Multi-Factor Authentication, or MFA, is a security protocol for verifying a user's identity through the use of multiple credentials while logging in to Divvy.
For example, a user inputs their username and password for a web login to Divvy (#1 credential), then receives a text message on their phone to input a unique code in their browser (#2 credential).
Overall, MFA enhances security beyond just a username and password. Usernames and passwords can be stolen or compromised through a variety of methods (phishing, system breaches, insecure password practices, credential stuffing, etc). MFA safeguards your company's information and users by adding an additional layer of protection so that even if credentials are compromised, a malicious actor still cannot log in and wreak havoc on your company in Divvy.
- If users are logging in to untrusted or unrecognizable browsers (such as a new device or incognito window), users will be prompted to use MFA every time they log in.

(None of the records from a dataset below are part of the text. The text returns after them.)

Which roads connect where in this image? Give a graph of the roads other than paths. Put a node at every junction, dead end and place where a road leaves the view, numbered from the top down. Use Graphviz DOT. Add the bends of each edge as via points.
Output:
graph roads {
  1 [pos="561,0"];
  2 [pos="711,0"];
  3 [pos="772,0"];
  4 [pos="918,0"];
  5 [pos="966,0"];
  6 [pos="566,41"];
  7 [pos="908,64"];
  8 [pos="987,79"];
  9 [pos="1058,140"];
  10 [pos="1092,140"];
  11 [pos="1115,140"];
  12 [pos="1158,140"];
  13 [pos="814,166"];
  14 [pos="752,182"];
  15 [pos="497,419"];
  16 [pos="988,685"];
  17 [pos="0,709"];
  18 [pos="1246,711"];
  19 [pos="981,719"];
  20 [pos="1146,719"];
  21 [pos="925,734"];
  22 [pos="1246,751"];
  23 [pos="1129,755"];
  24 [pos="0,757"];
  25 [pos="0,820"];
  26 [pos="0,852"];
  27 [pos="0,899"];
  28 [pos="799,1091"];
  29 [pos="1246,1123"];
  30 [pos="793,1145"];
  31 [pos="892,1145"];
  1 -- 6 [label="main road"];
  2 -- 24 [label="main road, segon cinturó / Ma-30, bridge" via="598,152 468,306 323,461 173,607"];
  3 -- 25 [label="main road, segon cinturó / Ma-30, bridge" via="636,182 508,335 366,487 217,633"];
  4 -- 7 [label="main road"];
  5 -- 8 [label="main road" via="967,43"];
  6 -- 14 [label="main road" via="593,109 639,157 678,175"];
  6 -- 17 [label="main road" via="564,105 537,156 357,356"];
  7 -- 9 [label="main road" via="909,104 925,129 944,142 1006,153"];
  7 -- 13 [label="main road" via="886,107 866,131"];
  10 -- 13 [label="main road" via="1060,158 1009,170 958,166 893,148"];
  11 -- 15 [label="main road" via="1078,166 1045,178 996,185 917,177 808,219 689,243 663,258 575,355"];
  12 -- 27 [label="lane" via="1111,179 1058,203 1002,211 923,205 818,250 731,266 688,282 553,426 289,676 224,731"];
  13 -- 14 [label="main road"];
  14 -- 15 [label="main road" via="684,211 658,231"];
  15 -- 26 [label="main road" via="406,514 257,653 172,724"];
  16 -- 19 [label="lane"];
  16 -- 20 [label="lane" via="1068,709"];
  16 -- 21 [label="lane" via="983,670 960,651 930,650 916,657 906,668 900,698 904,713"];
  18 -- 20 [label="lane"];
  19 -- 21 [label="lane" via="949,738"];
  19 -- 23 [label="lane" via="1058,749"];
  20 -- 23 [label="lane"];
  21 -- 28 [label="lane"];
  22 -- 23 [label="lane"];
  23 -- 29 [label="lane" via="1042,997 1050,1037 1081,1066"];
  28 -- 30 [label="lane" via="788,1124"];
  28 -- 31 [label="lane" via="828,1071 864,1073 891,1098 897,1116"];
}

- If users are using trusted browsers, they will be prompted once every 30 days—the maximum time for the setting to persist. However, a user may need MFA again if they are inactive for more than 7 days.
- Currently, SMS/Text is the only MFA setup option available.
- Normal text messaging rates apply when using SMS/Text as the MFA option on your user account.
- If MFA needs to be reset, users can update with their recovery code or admins can reset MFA for users from the “People” page.